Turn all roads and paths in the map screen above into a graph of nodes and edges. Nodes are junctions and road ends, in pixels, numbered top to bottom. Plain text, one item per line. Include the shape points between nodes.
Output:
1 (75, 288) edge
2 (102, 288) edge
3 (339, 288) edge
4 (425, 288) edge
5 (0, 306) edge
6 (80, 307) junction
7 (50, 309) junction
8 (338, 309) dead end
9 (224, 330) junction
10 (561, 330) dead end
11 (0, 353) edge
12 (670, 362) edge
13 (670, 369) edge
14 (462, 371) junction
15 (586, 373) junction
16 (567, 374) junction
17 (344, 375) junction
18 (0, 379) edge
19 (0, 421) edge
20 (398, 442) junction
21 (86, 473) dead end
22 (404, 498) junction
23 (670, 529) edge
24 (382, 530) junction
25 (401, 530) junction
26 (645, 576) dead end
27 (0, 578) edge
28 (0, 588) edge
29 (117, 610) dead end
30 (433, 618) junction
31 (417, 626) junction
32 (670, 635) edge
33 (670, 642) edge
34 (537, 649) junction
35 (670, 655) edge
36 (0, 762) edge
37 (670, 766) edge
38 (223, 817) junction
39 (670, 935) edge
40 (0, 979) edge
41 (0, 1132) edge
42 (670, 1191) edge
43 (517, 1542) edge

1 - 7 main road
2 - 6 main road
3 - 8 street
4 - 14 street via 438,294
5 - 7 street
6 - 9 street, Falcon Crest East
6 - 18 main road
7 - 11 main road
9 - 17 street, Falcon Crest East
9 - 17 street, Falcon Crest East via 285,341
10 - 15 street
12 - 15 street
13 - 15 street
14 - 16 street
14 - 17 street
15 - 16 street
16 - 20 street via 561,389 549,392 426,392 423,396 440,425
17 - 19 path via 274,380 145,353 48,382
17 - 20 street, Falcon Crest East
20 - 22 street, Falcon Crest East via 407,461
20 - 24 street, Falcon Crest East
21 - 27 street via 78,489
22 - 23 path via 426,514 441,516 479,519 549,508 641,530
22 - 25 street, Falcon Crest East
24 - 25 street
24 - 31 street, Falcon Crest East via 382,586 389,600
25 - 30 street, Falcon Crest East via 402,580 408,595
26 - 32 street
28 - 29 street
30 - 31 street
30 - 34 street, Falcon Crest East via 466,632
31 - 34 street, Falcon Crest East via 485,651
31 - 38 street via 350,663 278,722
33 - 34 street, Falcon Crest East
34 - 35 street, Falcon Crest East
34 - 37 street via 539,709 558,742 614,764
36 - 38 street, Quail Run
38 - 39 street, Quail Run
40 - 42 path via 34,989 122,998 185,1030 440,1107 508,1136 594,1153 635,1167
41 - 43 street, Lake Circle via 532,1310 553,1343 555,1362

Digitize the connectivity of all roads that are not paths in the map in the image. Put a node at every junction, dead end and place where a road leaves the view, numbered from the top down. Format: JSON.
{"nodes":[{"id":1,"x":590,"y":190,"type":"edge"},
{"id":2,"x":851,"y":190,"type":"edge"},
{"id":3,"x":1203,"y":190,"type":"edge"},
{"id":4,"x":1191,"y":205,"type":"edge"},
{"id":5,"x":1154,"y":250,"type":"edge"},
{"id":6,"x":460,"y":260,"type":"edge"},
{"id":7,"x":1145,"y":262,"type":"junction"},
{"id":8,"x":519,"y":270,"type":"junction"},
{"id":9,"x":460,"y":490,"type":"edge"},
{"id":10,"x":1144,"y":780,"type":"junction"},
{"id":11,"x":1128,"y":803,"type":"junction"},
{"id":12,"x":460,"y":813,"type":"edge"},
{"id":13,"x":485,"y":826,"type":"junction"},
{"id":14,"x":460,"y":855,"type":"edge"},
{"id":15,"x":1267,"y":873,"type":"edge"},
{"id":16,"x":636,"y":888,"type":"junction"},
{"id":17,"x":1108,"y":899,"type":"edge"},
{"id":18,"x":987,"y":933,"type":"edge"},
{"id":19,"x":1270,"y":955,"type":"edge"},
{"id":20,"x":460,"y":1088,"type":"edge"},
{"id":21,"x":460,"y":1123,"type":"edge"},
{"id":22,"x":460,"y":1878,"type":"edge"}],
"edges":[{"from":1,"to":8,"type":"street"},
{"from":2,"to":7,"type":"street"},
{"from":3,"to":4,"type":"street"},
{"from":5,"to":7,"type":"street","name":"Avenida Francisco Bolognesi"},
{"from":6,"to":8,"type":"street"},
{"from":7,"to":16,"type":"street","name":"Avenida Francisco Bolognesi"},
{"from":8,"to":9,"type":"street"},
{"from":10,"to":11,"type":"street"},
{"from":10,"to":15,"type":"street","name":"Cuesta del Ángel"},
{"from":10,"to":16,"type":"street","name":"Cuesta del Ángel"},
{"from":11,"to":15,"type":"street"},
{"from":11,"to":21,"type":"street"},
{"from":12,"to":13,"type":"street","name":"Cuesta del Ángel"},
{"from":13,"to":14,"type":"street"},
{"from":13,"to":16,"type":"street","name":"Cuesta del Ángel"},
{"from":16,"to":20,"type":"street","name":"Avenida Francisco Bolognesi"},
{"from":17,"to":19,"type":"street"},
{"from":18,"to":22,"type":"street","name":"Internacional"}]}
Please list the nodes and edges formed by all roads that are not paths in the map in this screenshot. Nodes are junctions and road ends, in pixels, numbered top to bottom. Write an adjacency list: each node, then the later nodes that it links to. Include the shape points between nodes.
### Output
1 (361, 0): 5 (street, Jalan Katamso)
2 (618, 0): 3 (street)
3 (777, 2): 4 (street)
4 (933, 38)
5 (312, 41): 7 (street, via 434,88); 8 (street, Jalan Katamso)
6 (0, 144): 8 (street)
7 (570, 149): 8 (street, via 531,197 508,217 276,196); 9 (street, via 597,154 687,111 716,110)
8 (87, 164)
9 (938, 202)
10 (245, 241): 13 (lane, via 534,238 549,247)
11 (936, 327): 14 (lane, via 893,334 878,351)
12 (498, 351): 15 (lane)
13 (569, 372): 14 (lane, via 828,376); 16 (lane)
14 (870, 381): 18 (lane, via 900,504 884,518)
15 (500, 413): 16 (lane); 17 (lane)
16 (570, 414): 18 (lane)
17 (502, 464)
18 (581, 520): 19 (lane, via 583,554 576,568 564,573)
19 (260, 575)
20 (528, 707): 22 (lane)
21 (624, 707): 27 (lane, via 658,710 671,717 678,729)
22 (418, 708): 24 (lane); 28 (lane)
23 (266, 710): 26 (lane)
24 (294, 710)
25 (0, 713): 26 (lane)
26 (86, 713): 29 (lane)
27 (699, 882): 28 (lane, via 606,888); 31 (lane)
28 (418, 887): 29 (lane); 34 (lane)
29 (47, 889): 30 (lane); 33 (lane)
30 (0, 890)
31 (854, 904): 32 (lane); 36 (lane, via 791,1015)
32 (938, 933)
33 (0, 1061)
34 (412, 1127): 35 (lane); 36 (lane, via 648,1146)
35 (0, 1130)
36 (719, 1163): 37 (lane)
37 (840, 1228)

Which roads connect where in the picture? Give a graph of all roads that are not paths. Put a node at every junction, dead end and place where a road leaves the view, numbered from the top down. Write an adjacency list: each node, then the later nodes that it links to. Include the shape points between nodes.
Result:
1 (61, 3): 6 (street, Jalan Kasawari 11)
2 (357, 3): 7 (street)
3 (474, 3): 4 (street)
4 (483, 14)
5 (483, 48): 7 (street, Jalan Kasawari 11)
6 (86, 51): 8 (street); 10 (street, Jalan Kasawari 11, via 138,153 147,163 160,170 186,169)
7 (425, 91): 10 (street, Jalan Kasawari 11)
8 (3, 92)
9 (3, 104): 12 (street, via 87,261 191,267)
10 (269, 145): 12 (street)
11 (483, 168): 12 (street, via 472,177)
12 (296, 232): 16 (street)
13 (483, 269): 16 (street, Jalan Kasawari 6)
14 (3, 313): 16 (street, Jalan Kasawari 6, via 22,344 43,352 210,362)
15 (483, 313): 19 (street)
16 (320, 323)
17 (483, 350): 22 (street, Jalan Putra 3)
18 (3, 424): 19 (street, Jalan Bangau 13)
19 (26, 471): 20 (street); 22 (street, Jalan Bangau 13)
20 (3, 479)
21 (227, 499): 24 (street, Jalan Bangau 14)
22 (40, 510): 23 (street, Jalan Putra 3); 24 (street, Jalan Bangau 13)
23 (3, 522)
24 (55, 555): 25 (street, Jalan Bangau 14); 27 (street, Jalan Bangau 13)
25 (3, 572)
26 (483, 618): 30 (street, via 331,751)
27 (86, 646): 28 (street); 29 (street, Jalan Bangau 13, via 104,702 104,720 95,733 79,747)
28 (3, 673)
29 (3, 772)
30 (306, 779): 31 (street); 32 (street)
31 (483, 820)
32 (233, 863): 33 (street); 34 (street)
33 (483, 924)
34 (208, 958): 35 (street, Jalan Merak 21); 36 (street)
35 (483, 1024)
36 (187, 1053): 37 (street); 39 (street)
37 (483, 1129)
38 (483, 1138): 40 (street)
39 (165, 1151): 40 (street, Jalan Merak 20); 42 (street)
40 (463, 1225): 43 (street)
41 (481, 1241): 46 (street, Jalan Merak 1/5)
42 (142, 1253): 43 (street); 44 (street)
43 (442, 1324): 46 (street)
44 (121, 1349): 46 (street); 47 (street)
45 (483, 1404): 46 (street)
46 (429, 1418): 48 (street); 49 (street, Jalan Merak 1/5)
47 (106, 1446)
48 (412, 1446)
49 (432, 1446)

* **Task statement**:
Filter the listing above, keeping only the lines with "Merak".

* **Result of this task**:
34 (208, 958): 35 (street, Jalan Merak 21); 36 (street)
39 (165, 1151): 40 (street, Jalan Merak 20); 42 (street)
41 (481, 1241): 46 (street, Jalan Merak 1/5)
46 (429, 1418): 48 (street); 49 (street, Jalan Merak 1/5)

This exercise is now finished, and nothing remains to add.